Work item:
Your output must reproduce all the records below precisely and contain no pictures.

---------- Data provided

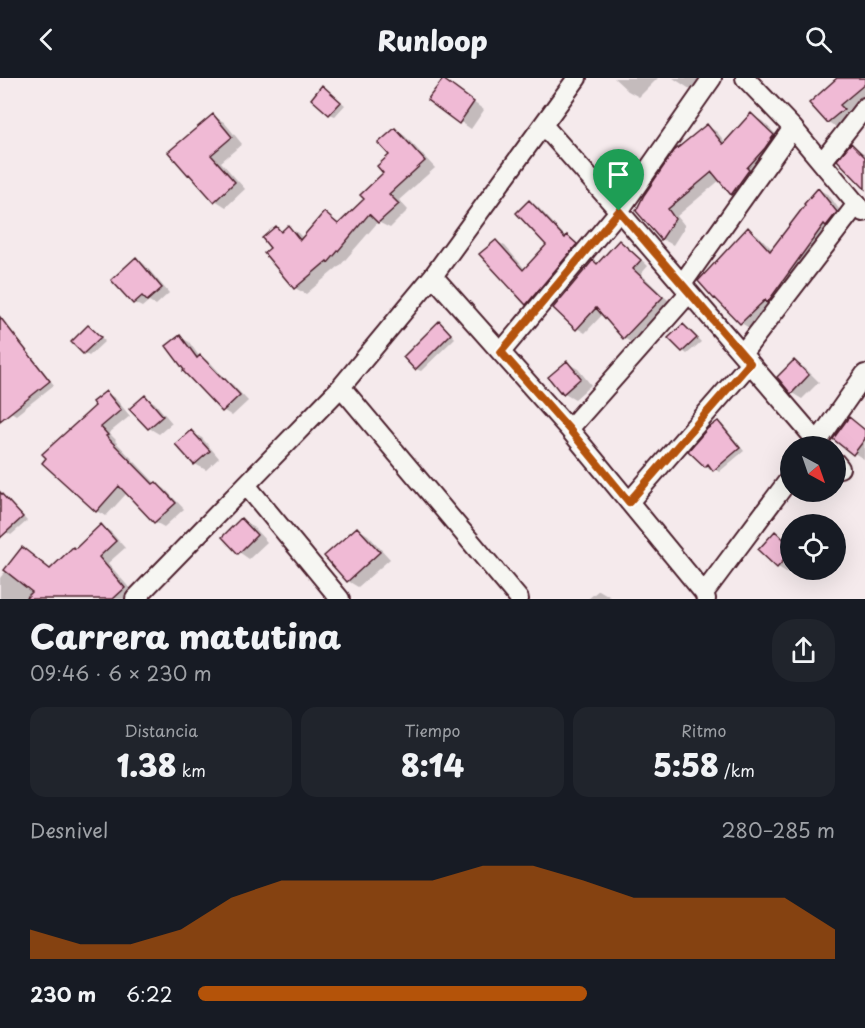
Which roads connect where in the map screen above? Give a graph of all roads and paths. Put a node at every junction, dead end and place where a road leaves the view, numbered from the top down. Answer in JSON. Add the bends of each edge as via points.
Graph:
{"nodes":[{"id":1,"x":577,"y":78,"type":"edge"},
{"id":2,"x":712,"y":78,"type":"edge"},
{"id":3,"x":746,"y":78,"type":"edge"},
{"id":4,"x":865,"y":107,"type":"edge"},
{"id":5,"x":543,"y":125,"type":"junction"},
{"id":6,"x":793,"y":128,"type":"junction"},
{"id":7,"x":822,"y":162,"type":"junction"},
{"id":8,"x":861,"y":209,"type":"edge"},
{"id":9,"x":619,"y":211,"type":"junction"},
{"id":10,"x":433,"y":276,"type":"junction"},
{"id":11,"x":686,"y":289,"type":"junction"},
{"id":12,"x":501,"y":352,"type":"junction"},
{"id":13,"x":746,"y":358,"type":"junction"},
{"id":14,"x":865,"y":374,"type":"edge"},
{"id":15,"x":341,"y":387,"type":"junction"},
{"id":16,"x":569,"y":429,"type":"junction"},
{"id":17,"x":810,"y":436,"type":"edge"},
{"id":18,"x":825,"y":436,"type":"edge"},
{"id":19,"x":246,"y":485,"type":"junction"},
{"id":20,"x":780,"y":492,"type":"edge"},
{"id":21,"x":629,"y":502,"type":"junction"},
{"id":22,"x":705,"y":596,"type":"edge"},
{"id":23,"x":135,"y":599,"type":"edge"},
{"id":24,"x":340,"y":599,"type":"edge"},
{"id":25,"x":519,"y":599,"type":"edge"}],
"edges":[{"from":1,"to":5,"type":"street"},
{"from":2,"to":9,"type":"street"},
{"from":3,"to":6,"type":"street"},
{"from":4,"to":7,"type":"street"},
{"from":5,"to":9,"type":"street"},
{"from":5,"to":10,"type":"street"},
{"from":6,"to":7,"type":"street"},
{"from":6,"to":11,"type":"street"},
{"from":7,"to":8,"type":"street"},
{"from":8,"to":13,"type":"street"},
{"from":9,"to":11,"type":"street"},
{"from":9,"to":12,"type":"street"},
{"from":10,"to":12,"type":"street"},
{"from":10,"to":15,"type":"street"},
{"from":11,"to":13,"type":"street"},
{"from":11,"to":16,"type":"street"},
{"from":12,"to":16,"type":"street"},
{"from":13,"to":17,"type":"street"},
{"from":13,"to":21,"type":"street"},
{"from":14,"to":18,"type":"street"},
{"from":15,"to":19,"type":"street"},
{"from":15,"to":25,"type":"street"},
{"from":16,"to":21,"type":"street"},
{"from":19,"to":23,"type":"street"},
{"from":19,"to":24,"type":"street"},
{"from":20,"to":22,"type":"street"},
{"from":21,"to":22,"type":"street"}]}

--------------------

Answer section:
Which roads connect where in the map screen above? Give a graph of all roads and paths. Put a node at every junction, dead end and place where a road leaves the view, numbered from the top down. Answer in JSON. Add the bends of each edge as via points.
Graph:
{"nodes":[{"id":1,"x":577,"y":78,"type":"edge"},
{"id":2,"x":712,"y":78,"type":"edge"},
{"id":3,"x":746,"y":78,"type":"edge"},
{"id":4,"x":865,"y":107,"type":"edge"},
{"id":5,"x":543,"y":125,"type":"junction"},
{"id":6,"x":793,"y":128,"type":"junction"},
{"id":7,"x":822,"y":162,"type":"junction"},
{"id":8,"x":861,"y":209,"type":"edge"},
{"id":9,"x":619,"y":211,"type":"junction"},
{"id":10,"x":433,"y":276,"type":"junction"},
{"id":11,"x":686,"y":289,"type":"junction"},
{"id":12,"x":501,"y":352,"type":"junction"},
{"id":13,"x":746,"y":358,"type":"junction"},
{"id":14,"x":865,"y":374,"type":"edge"},
{"id":15,"x":341,"y":387,"type":"junction"},
{"id":16,"x":569,"y":429,"type":"junction"},
{"id":17,"x":810,"y":436,"type":"edge"},
{"id":18,"x":825,"y":436,"type":"edge"},
{"id":19,"x":246,"y":485,"type":"junction"},
{"id":20,"x":780,"y":492,"type":"edge"},
{"id":21,"x":629,"y":502,"type":"junction"},
{"id":22,"x":705,"y":596,"type":"edge"},
{"id":23,"x":135,"y":599,"type":"edge"},
{"id":24,"x":340,"y":599,"type":"edge"},
{"id":25,"x":519,"y":599,"type":"edge"}],
"edges":[{"from":1,"to":5,"type":"street"},
{"from":2,"to":9,"type":"street"},
{"from":3,"to":6,"type":"street"},
{"from":4,"to":7,"type":"street"},
{"from":5,"to":9,"type":"street"},
{"from":5,"to":10,"type":"street"},
{"from":6,"to":7,"type":"street"},
{"from":6,"to":11,"type":"street"},
{"from":7,"to":8,"type":"street"},
{"from":8,"to":13,"type":"street"},
{"from":9,"to":11,"type":"street"},
{"from":9,"to":12,"type":"street"},
{"from":10,"to":12,"type":"street"},
{"from":10,"to":15,"type":"street"},
{"from":11,"to":13,"type":"street"},
{"from":11,"to":16,"type":"street"},
{"from":12,"to":16,"type":"street"},
{"from":13,"to":17,"type":"street"},
{"from":13,"to":21,"type":"street"},
{"from":14,"to":18,"type":"street"},
{"from":15,"to":19,"type":"street"},
{"from":15,"to":25,"type":"street"},
{"from":16,"to":21,"type":"street"},
{"from":19,"to":23,"type":"street"},
{"from":19,"to":24,"type":"street"},
{"from":20,"to":22,"type":"street"},
{"from":21,"to":22,"type":"street"}]}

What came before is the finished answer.